Look through the listing underneath for "later", and copy every line that has it.
DATA SHOWN Block Start
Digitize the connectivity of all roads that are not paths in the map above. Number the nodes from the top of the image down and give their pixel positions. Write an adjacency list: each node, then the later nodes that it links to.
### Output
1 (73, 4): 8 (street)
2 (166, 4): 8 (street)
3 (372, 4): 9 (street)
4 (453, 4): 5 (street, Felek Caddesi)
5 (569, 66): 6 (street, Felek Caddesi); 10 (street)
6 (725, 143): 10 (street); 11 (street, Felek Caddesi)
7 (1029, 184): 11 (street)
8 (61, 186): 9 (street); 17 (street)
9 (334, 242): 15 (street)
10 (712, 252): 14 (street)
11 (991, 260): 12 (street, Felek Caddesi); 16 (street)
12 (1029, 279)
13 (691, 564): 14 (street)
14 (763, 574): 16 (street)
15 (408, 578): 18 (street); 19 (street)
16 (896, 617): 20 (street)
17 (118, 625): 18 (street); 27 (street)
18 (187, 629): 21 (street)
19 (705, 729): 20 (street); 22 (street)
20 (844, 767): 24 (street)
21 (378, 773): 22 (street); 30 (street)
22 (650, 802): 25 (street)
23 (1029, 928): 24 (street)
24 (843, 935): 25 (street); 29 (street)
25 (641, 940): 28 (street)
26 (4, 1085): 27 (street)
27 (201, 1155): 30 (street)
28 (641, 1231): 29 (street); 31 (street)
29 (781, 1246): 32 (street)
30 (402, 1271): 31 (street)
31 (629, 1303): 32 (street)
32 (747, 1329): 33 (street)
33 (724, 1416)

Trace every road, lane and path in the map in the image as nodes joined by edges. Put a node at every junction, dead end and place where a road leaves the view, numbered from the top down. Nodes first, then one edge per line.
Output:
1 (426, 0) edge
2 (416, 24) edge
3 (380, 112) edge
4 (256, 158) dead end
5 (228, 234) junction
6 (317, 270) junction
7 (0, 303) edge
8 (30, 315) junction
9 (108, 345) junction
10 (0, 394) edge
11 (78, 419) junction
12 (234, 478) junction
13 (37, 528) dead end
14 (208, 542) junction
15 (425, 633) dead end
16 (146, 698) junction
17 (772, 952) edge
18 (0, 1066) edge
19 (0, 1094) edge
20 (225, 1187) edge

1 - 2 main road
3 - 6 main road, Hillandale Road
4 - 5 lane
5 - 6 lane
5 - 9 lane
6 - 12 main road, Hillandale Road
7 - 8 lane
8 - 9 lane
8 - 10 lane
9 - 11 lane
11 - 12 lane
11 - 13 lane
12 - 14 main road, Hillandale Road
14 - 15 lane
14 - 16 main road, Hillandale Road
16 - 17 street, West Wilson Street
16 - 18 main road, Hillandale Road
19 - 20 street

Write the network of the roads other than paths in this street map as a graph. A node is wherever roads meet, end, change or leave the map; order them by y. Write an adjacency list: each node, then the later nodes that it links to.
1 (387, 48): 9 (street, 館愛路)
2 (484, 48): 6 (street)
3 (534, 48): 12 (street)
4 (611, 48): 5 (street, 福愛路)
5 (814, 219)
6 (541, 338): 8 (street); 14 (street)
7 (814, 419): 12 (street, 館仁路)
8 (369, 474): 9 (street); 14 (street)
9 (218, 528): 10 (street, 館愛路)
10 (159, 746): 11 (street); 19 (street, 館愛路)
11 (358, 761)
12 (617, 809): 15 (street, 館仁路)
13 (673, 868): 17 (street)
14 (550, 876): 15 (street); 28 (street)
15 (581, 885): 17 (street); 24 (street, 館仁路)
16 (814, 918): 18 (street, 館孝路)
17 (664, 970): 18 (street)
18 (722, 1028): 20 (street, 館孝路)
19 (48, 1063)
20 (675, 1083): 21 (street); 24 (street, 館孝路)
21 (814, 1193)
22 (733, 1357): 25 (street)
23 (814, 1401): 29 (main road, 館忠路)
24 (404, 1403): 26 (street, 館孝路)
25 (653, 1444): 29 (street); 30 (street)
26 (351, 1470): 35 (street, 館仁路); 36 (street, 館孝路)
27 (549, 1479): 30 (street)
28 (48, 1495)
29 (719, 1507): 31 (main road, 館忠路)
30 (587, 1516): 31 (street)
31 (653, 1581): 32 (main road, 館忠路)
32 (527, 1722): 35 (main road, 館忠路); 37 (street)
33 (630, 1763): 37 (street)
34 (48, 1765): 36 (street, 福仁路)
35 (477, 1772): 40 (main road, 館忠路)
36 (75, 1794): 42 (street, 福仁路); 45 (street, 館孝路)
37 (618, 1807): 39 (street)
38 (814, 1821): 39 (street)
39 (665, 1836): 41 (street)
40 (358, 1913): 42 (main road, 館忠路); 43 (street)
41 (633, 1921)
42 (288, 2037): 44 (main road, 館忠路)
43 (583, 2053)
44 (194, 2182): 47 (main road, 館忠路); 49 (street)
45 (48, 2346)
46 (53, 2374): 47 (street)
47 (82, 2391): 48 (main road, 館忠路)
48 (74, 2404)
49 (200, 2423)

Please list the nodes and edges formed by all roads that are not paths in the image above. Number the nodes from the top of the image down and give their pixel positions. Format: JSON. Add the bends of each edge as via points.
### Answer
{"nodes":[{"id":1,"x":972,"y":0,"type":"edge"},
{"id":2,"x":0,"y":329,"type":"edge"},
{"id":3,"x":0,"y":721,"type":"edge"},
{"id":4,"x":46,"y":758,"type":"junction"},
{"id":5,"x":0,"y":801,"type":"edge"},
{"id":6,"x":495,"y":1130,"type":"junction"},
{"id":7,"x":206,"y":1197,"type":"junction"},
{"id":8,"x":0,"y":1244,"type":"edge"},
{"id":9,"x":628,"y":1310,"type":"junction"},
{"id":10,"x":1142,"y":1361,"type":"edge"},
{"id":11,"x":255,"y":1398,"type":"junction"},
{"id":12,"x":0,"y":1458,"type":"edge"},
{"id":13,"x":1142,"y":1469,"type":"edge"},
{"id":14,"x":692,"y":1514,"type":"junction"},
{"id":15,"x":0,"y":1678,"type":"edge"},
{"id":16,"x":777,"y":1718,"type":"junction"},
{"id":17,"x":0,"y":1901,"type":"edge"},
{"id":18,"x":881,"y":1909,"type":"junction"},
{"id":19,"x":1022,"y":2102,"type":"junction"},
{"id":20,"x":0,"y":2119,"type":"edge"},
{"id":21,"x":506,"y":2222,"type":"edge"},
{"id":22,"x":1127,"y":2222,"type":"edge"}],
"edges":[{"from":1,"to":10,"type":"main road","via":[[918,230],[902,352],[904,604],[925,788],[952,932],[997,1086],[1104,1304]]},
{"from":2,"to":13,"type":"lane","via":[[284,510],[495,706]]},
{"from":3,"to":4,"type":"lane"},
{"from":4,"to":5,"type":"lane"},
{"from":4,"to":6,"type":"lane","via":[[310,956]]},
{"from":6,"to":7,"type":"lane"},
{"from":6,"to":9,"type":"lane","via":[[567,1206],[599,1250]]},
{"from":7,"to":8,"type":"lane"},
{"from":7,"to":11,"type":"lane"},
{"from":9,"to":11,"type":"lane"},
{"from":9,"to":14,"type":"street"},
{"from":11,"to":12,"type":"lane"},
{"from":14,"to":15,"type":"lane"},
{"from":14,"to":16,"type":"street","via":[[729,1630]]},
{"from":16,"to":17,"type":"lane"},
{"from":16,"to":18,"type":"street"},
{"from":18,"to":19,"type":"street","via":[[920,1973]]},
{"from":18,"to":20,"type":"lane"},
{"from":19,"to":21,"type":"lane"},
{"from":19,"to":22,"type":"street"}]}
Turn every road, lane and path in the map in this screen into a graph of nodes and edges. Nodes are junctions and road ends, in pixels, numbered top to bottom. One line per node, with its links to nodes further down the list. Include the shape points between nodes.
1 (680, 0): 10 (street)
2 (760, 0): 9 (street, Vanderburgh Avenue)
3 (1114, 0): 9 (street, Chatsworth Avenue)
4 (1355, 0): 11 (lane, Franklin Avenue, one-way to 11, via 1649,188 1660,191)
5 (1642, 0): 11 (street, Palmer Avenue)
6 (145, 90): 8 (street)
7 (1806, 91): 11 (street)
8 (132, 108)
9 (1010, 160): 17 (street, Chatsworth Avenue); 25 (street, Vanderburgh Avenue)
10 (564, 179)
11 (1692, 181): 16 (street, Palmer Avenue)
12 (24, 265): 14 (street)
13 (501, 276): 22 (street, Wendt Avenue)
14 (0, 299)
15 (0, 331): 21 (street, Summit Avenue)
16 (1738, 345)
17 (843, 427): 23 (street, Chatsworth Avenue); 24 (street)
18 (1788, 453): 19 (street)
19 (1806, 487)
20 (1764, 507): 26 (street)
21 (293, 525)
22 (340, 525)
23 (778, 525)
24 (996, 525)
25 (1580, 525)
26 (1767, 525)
DATA SHOWN Block End
### EXERCISE RESULT:
Digitize the connectivity of all roads that are not paths in the map above. Number the nodes from the top of the image down and give their pixel positions. Write an adjacency list: each node, then the later nodes that it links to.
Write the network of the roads other than paths in this street map as a graph. A node is wherever roads meet, end, change or leave the map; order them by y. Write an adjacency list: each node, then the later nodes that it links to.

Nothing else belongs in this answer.